I noticed recently 
                that Kurt Masur had conducted the premiere 
                of Bechara El-Khoury’s Violin Concerto 
                with Sarah Nemtanu and the Orchestre 
                National de France in Paris, in May 
                2006. El-Khoury’s profile is, indeed, 
                a good deal higher in his adopted land 
                of France than it is in Britain. Born 
                in Beirut in 1957, El-Khoury has lived 
                in Paris since 1979, becoming a French 
                citizen in 1987. 
              
 
              
Much the greater part 
                of El-Khoury’s work is for orchestra. 
                In the catalogue published by Editions 
                Max Eschig (http://www.durand-salabert-eschig.com/english/framcat.html), 
                some thirty three works are listed; 
                twenty are for orchestra or for orchestra 
                with soloist. His fascination with orchestral 
                resources and colour is everywhere evident 
                and much of the music relies upon large-scale 
                effects not easily imaginable in, say, 
                a work for piano trio. This is music 
                of large gestures, music which paints 
                with a broad brush - broad enough to 
                necessitate an orchestral canvas.
              
These are all early 
                works, written very soon after the composer’s 
                move from Lebanon to Paris. During his 
                years in Beirut, El-Khoury he worked 
                as choirmaster at the church of St. 
                Elias in Antelias near Beirut). That 
                background is evident in the Christian 
                imagery which informs some of his work. 
              
 
              
As a composer El-Khoury 
                is a powerful creator of moods, a forceful 
                musical articulator of attitudes and 
                emotions; he seems less concerned that 
                his works should follow clear structural 
                patterns, than that they should conduct 
                precise musical arguments. It works 
                by startling contrasts, by sudden climaxes, 
                by abrupt eruptions in the brass or 
                by slow, lush passages for the strings. 
                Much of the music here straddles the 
                borders between a belated romanticism 
                with echoes of Scriabin and a modernism 
                that one might associate with, say Dutilleux 
                or Penderecki. 
              
 
              
To borrow a distinction 
                from the English poet Coleridge, El-Khoury’s 
                work seems to belong to the school of 
                organic form - where a piece evolves 
                its own form under the pressure of its 
                content, the achieved form being shaped 
                from within, as it were - rather than 
                mechanic form - where a piece is written 
                in a pre-existing, conventional form 
                – such as the sonnet or the sonata. 
                When it works, this is fine and exciting; 
                when it doesn’t, the resulting music 
                can seem rather shapeless. 
              
 
              
We get a bit of both 
                experiences here. The brief Danse 
                pour Orchestre, which opens the 
                CD, is a miniature of great vitality, 
                perhaps rather obviously ‘oriental’ 

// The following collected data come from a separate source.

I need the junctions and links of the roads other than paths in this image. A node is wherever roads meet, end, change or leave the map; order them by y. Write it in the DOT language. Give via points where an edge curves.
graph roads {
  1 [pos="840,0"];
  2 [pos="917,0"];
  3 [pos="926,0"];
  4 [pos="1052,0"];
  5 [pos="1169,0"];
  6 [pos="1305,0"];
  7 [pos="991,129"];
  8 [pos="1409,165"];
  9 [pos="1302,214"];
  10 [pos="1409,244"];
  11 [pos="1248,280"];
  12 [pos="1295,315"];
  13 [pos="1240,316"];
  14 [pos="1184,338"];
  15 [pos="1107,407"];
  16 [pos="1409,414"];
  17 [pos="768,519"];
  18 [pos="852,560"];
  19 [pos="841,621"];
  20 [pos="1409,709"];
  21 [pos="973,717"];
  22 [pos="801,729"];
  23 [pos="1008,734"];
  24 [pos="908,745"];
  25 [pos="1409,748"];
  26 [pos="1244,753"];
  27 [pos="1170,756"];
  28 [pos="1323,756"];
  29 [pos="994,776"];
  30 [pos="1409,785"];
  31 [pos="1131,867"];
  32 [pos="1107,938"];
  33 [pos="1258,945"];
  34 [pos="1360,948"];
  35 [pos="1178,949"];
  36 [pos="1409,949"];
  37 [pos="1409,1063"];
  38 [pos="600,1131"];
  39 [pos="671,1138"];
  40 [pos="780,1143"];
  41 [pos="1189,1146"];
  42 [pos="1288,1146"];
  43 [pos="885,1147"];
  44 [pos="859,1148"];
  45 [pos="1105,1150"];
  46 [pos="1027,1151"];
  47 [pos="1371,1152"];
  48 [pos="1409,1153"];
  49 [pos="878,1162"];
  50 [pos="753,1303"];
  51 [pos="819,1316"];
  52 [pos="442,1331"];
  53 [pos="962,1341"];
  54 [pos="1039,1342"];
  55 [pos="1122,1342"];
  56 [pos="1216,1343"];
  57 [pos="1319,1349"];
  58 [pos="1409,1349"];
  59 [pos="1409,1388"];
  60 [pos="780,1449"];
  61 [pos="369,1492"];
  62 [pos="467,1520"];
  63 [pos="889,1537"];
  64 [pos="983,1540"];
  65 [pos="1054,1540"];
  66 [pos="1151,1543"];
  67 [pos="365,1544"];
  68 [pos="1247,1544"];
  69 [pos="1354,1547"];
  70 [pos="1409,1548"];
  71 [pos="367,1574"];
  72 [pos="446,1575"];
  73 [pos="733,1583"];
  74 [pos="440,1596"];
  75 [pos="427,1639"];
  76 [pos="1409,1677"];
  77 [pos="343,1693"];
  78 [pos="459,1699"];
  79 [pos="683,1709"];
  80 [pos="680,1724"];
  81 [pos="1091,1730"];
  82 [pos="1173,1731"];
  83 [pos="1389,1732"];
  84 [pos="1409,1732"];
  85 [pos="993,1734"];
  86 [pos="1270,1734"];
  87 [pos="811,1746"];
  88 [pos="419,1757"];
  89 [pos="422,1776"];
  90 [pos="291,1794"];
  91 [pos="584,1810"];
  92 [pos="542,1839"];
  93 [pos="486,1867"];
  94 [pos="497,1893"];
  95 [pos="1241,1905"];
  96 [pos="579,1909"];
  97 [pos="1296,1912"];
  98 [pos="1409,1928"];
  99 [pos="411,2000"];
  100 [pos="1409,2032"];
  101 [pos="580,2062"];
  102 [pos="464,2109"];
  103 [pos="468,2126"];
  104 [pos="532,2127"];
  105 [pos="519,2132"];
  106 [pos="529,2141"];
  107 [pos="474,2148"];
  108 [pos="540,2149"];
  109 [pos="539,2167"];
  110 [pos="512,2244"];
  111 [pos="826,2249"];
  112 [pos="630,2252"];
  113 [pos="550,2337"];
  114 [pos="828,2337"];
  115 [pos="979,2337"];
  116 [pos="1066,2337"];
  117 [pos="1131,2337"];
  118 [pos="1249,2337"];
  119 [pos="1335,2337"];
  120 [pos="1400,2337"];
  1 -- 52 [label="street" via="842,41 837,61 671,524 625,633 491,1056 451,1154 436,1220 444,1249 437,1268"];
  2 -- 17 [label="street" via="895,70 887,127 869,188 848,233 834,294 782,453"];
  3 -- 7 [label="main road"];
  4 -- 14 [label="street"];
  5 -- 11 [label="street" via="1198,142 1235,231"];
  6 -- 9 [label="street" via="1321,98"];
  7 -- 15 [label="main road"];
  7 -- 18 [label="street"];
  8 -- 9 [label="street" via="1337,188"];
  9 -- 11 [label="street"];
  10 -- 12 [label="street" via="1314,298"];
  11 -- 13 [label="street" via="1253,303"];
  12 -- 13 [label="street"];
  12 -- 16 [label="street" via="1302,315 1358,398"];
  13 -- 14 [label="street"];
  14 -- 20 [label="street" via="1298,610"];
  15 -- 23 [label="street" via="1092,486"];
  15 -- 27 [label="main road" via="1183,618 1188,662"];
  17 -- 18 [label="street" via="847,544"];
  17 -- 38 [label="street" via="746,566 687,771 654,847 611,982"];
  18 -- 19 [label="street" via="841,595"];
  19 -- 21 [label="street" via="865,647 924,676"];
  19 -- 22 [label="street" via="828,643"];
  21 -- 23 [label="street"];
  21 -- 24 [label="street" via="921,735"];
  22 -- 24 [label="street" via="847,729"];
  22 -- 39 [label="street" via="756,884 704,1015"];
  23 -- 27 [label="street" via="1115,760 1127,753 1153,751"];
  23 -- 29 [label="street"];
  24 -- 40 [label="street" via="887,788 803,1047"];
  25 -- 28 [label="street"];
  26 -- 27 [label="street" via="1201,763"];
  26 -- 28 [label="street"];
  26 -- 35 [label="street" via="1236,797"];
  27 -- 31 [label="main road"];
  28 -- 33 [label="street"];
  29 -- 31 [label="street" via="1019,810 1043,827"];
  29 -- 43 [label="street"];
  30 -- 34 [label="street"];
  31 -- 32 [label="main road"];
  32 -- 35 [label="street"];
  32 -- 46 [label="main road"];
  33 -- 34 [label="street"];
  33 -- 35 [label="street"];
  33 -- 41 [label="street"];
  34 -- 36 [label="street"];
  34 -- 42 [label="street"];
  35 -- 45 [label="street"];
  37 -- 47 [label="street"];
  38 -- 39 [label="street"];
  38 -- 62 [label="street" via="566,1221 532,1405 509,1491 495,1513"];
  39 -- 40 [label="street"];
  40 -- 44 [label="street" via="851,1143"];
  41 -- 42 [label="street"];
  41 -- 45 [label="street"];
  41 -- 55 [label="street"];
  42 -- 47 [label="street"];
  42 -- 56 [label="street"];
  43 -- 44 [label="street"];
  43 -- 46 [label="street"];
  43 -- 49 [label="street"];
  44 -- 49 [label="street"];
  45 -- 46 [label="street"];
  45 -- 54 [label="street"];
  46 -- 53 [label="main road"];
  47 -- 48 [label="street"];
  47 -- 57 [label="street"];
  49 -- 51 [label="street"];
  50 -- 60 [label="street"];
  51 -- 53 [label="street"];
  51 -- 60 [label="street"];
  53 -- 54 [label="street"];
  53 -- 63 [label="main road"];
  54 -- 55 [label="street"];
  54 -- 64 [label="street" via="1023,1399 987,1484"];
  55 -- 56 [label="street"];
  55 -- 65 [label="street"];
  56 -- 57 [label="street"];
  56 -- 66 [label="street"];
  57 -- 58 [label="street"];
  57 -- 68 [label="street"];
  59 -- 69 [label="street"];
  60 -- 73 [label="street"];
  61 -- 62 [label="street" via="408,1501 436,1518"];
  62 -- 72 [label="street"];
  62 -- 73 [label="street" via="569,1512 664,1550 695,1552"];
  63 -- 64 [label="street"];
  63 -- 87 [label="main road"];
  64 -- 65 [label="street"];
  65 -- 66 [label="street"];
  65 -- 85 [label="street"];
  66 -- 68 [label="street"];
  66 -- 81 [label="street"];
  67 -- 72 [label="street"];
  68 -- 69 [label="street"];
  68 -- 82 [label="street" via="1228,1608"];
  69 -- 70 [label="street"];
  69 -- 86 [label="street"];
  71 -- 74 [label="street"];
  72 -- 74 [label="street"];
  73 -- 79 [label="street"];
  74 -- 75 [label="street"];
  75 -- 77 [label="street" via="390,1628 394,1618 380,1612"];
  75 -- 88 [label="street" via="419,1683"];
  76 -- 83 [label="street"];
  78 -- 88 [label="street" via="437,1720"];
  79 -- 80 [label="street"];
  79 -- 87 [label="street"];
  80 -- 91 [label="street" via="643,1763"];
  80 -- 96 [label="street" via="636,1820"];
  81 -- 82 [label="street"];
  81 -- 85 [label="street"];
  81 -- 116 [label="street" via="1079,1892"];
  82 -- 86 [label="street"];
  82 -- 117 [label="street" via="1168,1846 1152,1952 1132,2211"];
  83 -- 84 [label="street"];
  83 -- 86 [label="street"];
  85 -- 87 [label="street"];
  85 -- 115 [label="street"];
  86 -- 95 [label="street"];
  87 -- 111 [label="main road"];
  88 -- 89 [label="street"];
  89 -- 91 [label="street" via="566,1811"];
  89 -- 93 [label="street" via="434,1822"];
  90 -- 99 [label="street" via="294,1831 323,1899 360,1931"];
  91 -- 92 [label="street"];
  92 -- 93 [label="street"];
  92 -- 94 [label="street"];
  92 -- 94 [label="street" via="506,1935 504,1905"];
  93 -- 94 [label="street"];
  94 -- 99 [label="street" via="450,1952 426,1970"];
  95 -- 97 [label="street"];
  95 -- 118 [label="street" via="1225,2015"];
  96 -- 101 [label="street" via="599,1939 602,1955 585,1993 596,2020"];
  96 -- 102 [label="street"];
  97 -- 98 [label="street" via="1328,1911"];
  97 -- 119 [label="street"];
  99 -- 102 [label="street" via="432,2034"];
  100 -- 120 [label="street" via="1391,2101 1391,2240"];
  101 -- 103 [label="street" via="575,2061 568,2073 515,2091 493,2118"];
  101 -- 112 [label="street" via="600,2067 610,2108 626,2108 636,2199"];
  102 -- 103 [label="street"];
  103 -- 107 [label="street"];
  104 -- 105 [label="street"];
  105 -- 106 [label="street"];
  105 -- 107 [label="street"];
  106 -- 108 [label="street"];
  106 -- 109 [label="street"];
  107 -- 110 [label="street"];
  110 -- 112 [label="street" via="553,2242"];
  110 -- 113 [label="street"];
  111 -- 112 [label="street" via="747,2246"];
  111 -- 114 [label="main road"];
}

                in some of its effects, but certainly 
                striking. Les Dieux de la Terre 
                works by El-Khoury’s characteristic 
                method of juxtaposition, rather than 
                development, and the writing, in contrasting 
                thick orchestral passages with more 
                lightly instrumented ones, sustains 
                tension quite effectively. The suite, 
                La nuit et le fou, gets 
                some unity from its use of shared thematic 
                material, and there are striking passages 
                for woodwind and brass sections. Le 
                Regard du Christ is touching in 
                its sense of innocent awe. 
              
 
              
It is in the two longest 
                pieces, the Requiem pour orchestre 
                and the Poème symphonique: 
                Le Liban en flammes that the 
                relative absence of firm structures 
                is most problematic. Both are experienced 
                as a series of episodes which are often 
                interesting in themselves, often moving 
                in the emotional intensity with which 
                they confront the tragic near-destruction 
                of Lebanon in the 1970s; but in both 
                cases I was left unpersuaded that all 
                of these episodes were essential or, 
                indeed, that none of them were superfluous. 
                As a result neither work is entirely 
                satisfying, neither feels altogether 
                whole, neither communicates that sense 
                that the composer has achieved the whole 
                work and nothing but the work. 
              
 
              
But, even with this 
                reservation, and remembering that these 
                are the works of a young man in his 
                twenties, there is much to recommend 
                this CD. El-Khoury is certainly a very 
                skilled and imaginative orchestrator; 
                he has some arresting ideas and a musical 
                voice of his own. The performances are 
                committed and stirring – if not always 
                absolutely ‘perfect’ - and well recorded.